SVM - theory question

SVM - theory question

by Ghali Chraibi -
Number of replies: 2

Hi,

I have two theoretical questions about SVM :

  1. I have seen that coefficients a_n should be equal to C inside the margin and less than C on the margin. However I don't understand why/how points on the same margin might have different value of a_n.
  2. Also, I don't understand why margin can be assymetrical ? (In class, we have seen that the margin could be rescaled to be 1 in both side, so I thought that there should be symmetrical...)
Thanks in advance for your attention !
In reply to Ghali Chraibi

Re: SVM - theory question

by Vidit Vidit -

Hello,
1.I have seen that coefficients a_n should be equal to C inside the margin and less than C on the margin. However I don’t understand why/how points on the same margin might have different value of a_n.
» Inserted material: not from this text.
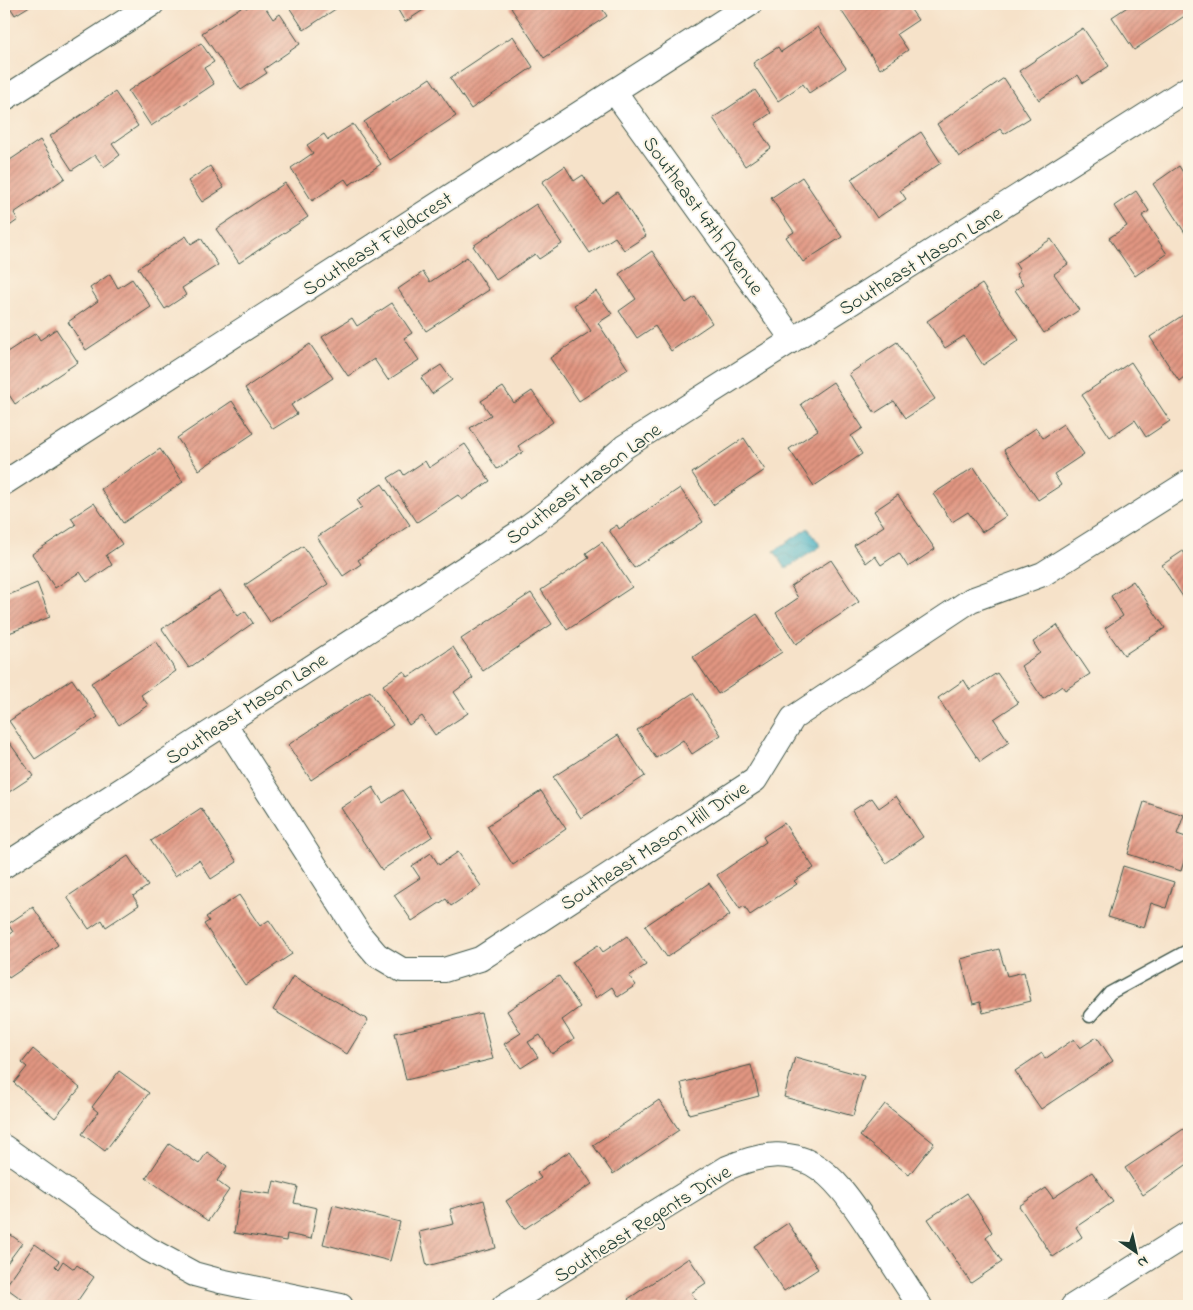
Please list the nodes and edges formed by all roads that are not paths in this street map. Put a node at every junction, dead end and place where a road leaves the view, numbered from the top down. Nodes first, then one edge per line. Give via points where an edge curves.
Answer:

  • in regards to, how you achieve the coefficients a_n, I would like to point to Bishop book section 7.1.1 for the derivation. For that you will have to b know about Langrangian Multipliers. Please have look about it here: http://cs229.stanford.edu/notes/cs229-notes3.pdf Section5.
  • We have SVM loss as
    \min_{\mathbf{w}}\frac{1}{2}||\mathbf{w}||^2 + C \sum_{n}\xi_{n} and the constraints with
    1>\xi_{n}>0 when points are beyond margins but on correct side of decision boundary;
    \xi_{n}>1 when points are on wrong side of decision boundary and

    \xi_{n}=0 when on margin or right side of the decision and margin boundary,

    one can reformulate it as
    \min_{\mathbf{w}}\frac{1}{2}||\mathbf{w}||^2 +  C\sum_{n}\max(0,1-t_n\mathbf{y_n}), where, t_n\in\{-1,1\} and \mathbf{y_n}=\mathbf{w}^T\mathbf{x_n} +b
    \min_{\mathbf{w}}\frac{1}{2}||\mathbf{w}||^2 +  \sum_{n}\max(0,C(1-t_n\mathbf{y_n}))(2)
    \min_{\mathbf{w}}\frac{1}{2}||\mathbf{w}||^2 +  \sum_{n}\max_{a_n\in[0,C]}a_n(1-t_n\mathbf{y_n}) (3)
    \min_{\mathbf{w}} \max_{a_n\in[0,C]} \frac{1}{2}||\mathbf{w}||^2 + \sum_{n}a_n(1-t_n\mathbf{y_n})(4)
    so when we have points on the right side of margin (1-t_n\mathbf{y_n}) is negative and from (3), max value is achieved when a_n = 0
    when the point is wrong side of margin (1-t_n\mathbf{y_n}) is positive and from (3), max value is achieved when a_n = C
    when the point is on the margin (1-t_n\mathbf{y_n}) is zero and from (3), max value is achieved when a_n \in [0, C]}, but since in our formulation gives \mathbf{w} = \sum_{n}a_nt_nx_n and we want t_ny_n=1 points on margin, then they would restrict a_n\in (0,C).
    a_n can be thought as how much you want your loss to change if this point moves from wrong side of margin to right side.

2 . Margins are defined as
t_ny_n = 1, which ensures symmetry of margin as the distance between two points on margin in direction \mathbf{w} is \frac{2}{||\mathbf{w}||. The catch here is that if you use some feature expansion function \phi(.) and project original point x_n \in \mathbb{R}^D to \mathbb{R}^M space. You will have the margins symmetrical in \mathbb{R}^M but may not in \mathbb{R}^D. Remember if you use feature expansion y_n=\mathbf{w}^T\phi(x_n)+b.

Hope this helps
Cheers.